The First National Building is a skyscraper and class-A office center in Downtown Detroit, Michigan, within the Detroit Financial District. The building is located across the streets from Cadillac Tower and One Detroit Center, and stands next to the Vinton Building.

Description
Built between 1921 and 1930, the building rises 26 stories and includes two basement levels, occupying an entire block along Cadillac Square (adjacent to Campus Martius Park). It is 341 feet (104 m) tall. The structure has an unusual "Z" shape, designed so that most offices would have natural light and ventilation.

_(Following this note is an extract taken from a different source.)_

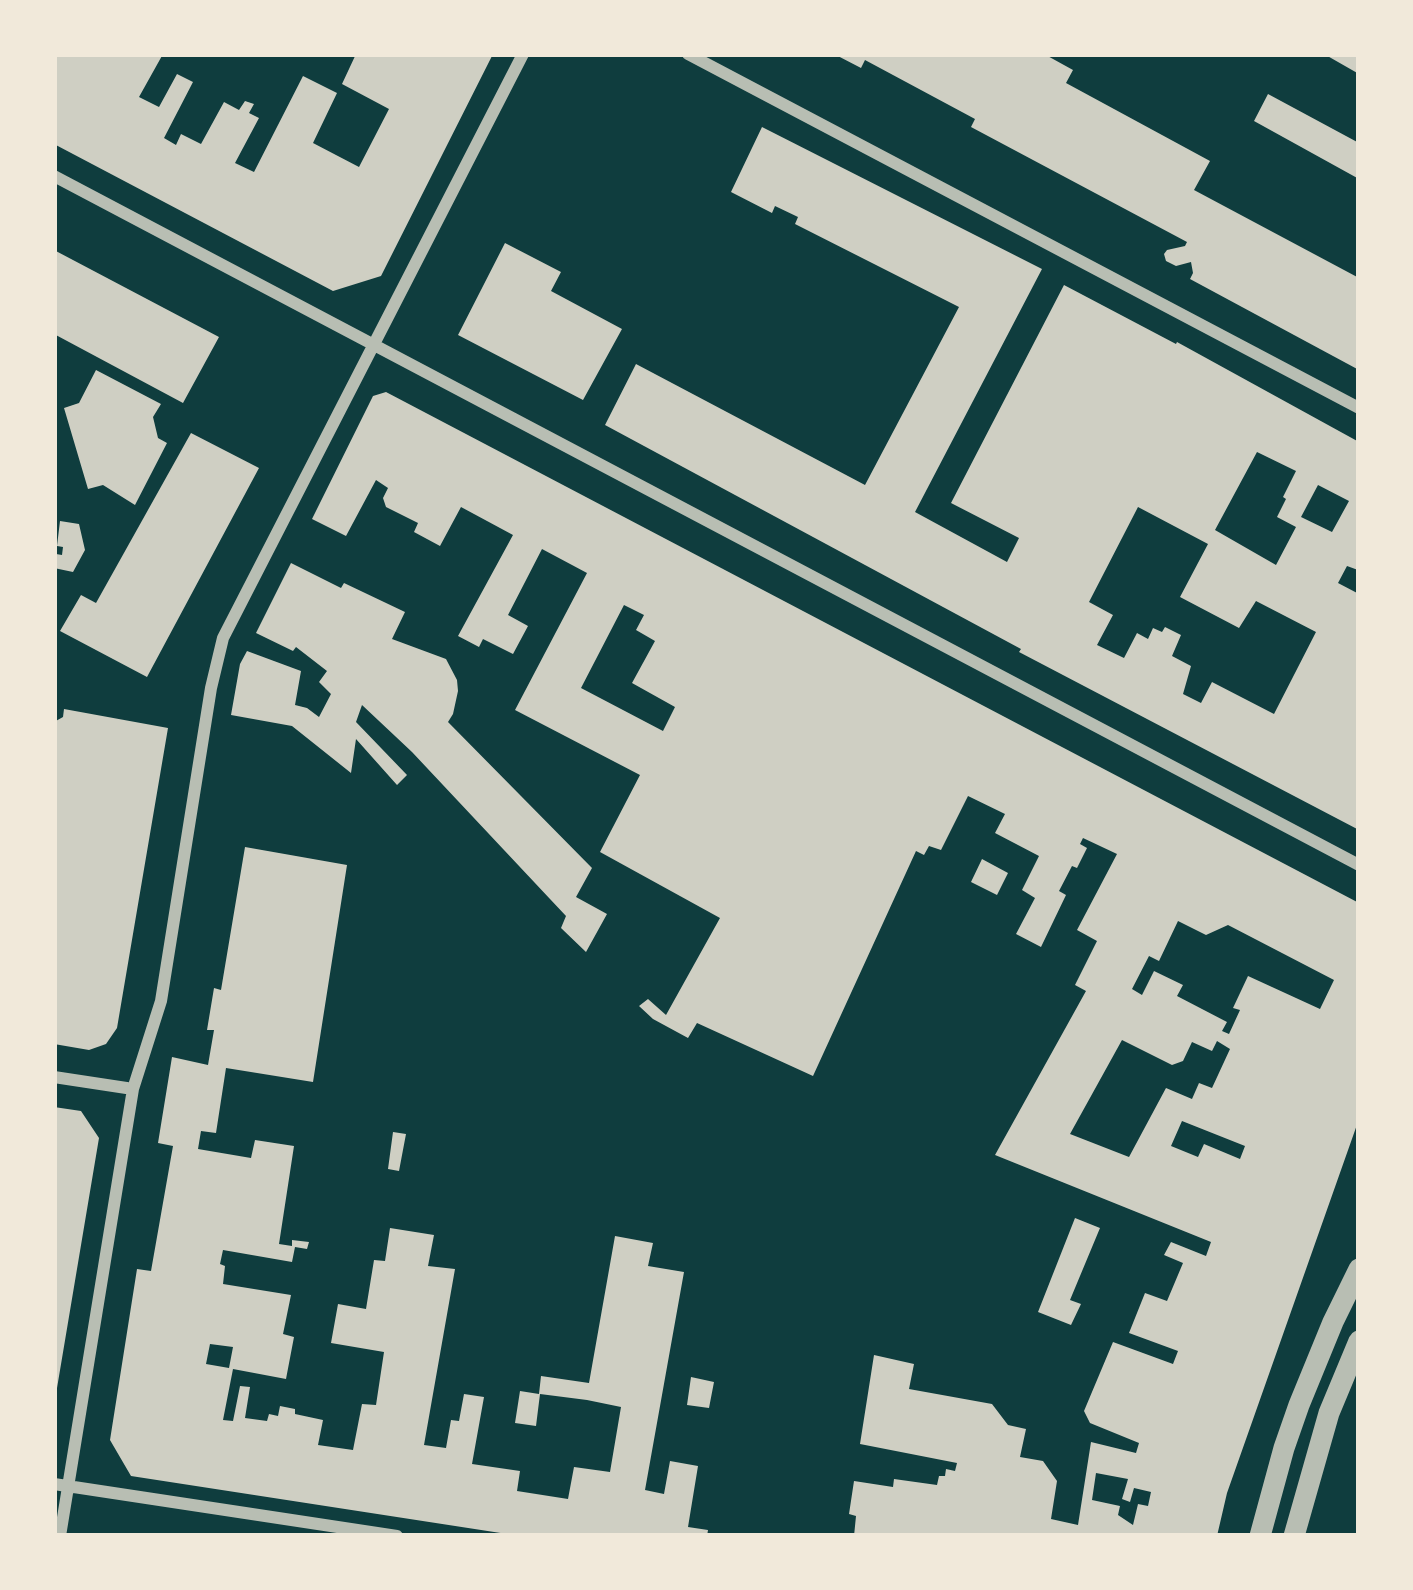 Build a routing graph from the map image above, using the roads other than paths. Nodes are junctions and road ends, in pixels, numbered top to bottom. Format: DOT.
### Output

The building, designed by Albert Kahn in the Neoclassical architectural style, was constructed primarily with limestone. Three-story Corinthian columns surround the building at the second floor. The space behind the columns originally housed the main banking hall; however, this space was divided for offices during a renovation. The building also houses a parking garage in the South East tower, which is accessible from Bates Street. The original cornice was removed in the late 1970s, and the parapet of the building covered with corrugated aluminum.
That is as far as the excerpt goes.